Archive for February, 2010

Day 7

Saturday, February 27th, 2010

I wake up in the morning open the door of the tent and see across the field a lady walking her dog who looks at me like I am mad. The fog is down and its below freezing so I pack up as quickly as possible and cycle off in search of breakfast.

Keeping on the LF4 I am taken on a tour of Dutch surburbia and village life. It would appear that the planners want to take as many detours as possible to show you the full gamut of styles that are found across this country. the thing that strikes me more than anything is that everything is so Clean. Clean and again no tracksuits. Like Germany the country gives off an air of stability and efficiency. If there are bad parts I am yet to see them.

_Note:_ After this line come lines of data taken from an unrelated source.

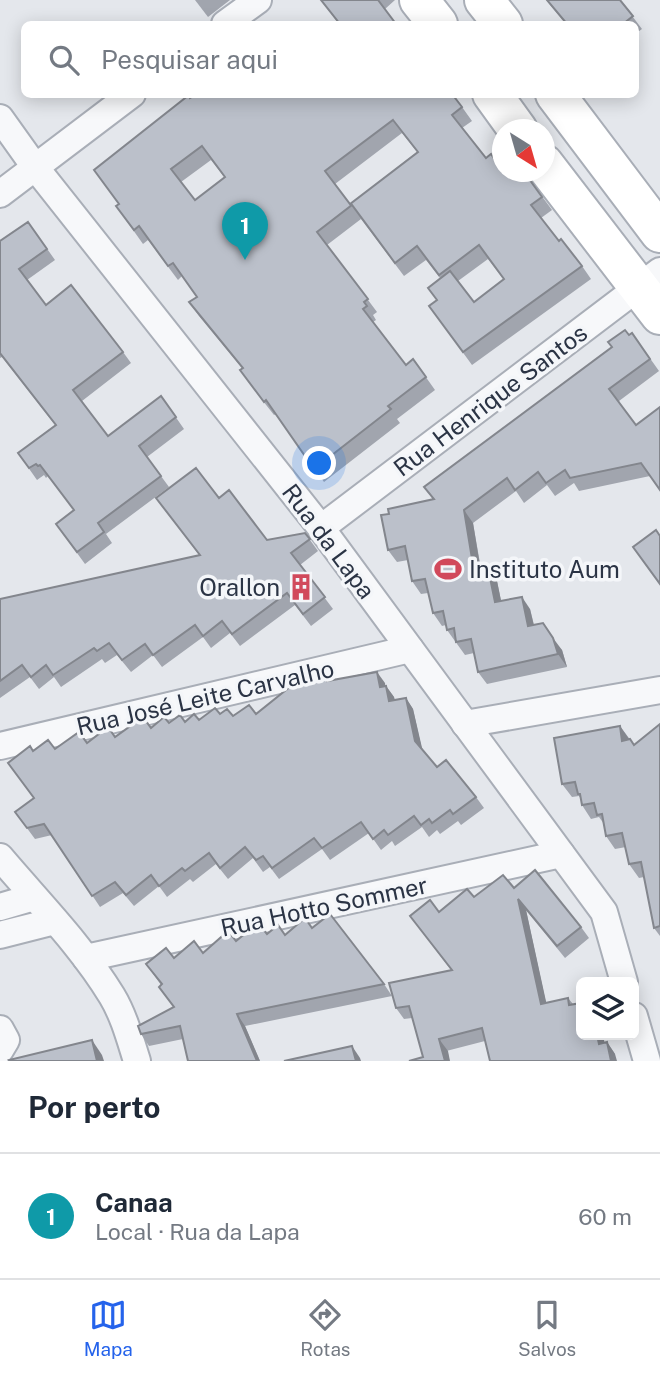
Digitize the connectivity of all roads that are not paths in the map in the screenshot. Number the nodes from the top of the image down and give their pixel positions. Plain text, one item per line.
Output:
1 (258, 0) edge
2 (419, 0) edge
3 (484, 0) edge
4 (229, 21) edge
5 (436, 21) edge
6 (501, 21) edge
7 (127, 98) edge
8 (495, 98) edge
9 (558, 98) edge
10 (0, 118) edge
11 (511, 119) edge
12 (35, 167) junction
13 (555, 176) edge
14 (0, 194) edge
15 (660, 233) edge
16 (653, 291) edge
17 (321, 528) junction
18 (410, 649) junction
19 (660, 690) edge
20 (465, 724) junction
21 (0, 746) edge
22 (561, 854) junction
23 (0, 857) edge
24 (34, 897) junction
25 (0, 907) edge
26 (55, 922) junction
27 (0, 935) edge
28 (86, 958) junction
29 (623, 977) edge
30 (0, 1029) edge
31 (639, 1033) edge
32 (0, 1049) edge
33 (137, 1061) edge
34 (647, 1061) edge

1 - 4 street
2 - 5 main road
3 - 6 main road
7 - 12 street
8 - 11 main road
9 - 15 main road
10 - 12 street, Rua da Lapa
12 - 14 street
12 - 17 street, Rua da Lapa
13 - 16 main road
16 - 17 street, Rua Henrique Santos
17 - 18 street, Rua da Lapa
18 - 20 street, Rua da Lapa
18 - 21 street, Rua José Leite Carvalho
19 - 20 street
20 - 22 street, Rua da Lapa
22 - 28 street, Rua Hotto Sommer
22 - 29 street, Rua da Lapa
23 - 24 street
24 - 25 street
24 - 26 street
26 - 27 street
26 - 28 street
28 - 33 street
30 - 32 street
31 - 34 street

The other point that is reinforced time and time again is just how friendly people are, and how bad our grasp of foreign languages is in comparison to those on mainland Europe. Everybody speaks english, even if only a small amount but the usual response when the question is posed if they speak english is a defensive “”of course..’”

I spend time in the afternoon talking to an English lady called Jenny who had married and settled just outside of Utrecht. Sat on a bench in the middle of nowhere we swapped travel stories.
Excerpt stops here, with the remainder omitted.